* What is being asked *
Every single entry needs to appear again exactly as given.

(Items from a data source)
● ● ● ● ● ● ●

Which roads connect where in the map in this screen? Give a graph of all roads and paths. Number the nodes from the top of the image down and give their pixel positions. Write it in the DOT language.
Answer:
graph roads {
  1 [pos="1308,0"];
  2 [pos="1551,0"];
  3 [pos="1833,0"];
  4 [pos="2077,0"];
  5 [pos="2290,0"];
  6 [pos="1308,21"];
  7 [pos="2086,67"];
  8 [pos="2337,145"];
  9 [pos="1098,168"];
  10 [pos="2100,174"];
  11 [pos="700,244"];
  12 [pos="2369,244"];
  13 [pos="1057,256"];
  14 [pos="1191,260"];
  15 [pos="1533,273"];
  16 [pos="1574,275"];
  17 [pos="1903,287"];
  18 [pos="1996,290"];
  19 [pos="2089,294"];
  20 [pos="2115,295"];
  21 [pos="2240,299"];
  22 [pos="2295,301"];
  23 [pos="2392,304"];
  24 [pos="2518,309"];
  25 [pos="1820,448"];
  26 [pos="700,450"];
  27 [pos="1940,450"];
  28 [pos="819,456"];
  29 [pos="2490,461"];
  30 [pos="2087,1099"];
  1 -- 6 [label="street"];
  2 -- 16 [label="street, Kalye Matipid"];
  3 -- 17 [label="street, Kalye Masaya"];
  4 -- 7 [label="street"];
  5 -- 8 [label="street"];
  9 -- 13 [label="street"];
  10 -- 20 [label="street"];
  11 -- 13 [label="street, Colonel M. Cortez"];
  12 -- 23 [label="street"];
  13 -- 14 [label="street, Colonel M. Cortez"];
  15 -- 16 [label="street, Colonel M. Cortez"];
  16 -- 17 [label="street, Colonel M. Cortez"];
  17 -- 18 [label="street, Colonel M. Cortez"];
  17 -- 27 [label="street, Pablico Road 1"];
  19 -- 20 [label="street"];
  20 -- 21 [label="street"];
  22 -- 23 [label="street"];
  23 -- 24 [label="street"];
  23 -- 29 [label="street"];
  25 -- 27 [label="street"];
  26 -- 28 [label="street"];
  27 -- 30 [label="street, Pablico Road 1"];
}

● ● ● ● ● ● ●

* Final answer *
Which roads connect where in the map in this screen? Give a graph of all roads and paths. Number the nodes from the top of the image down and give their pixel positions. Write it in the DOT language.
Answer:
graph roads {
  1 [pos="1308,0"];
  2 [pos="1551,0"];
  3 [pos="1833,0"];
  4 [pos="2077,0"];
  5 [pos="2290,0"];
  6 [pos="1308,21"];
  7 [pos="2086,67"];
  8 [pos="2337,145"];
  9 [pos="1098,168"];
  10 [pos="2100,174"];
  11 [pos="700,244"];
  12 [pos="2369,244"];
  13 [pos="1057,256"];
  14 [pos="1191,260"];
  15 [pos="1533,273"];
  16 [pos="1574,275"];
  17 [pos="1903,287"];
  18 [pos="1996,290"];
  19 [pos="2089,294"];
  20 [pos="2115,295"];
  21 [pos="2240,299"];
  22 [pos="2295,301"];
  23 [pos="2392,304"];
  24 [pos="2518,309"];
  25 [pos="1820,448"];
  26 [pos="700,450"];
  27 [pos="1940,450"];
  28 [pos="819,456"];
  29 [pos="2490,461"];
  30 [pos="2087,1099"];
  1 -- 6 [label="street"];
  2 -- 16 [label="street, Kalye Matipid"];
  3 -- 17 [label="street, Kalye Masaya"];
  4 -- 7 [label="street"];
  5 -- 8 [label="street"];
  9 -- 13 [label="street"];
  10 -- 20 [label="street"];
  11 -- 13 [label="street, Colonel M. Cortez"];
  12 -- 23 [label="street"];
  13 -- 14 [label="street, Colonel M. Cortez"];
  15 -- 16 [label="street, Colonel M. Cortez"];
  16 -- 17 [label="street, Colonel M. Cortez"];
  17 -- 18 [label="street, Colonel M. Cortez"];
  17 -- 27 [label="street, Pablico Road 1"];
  19 -- 20 [label="street"];
  20 -- 21 [label="street"];
  22 -- 23 [label="street"];
  23 -- 24 [label="street"];
  23 -- 29 [label="street"];
  25 -- 27 [label="street"];
  26 -- 28 [label="street"];
  27 -- 30 [label="street, Pablico Road 1"];
}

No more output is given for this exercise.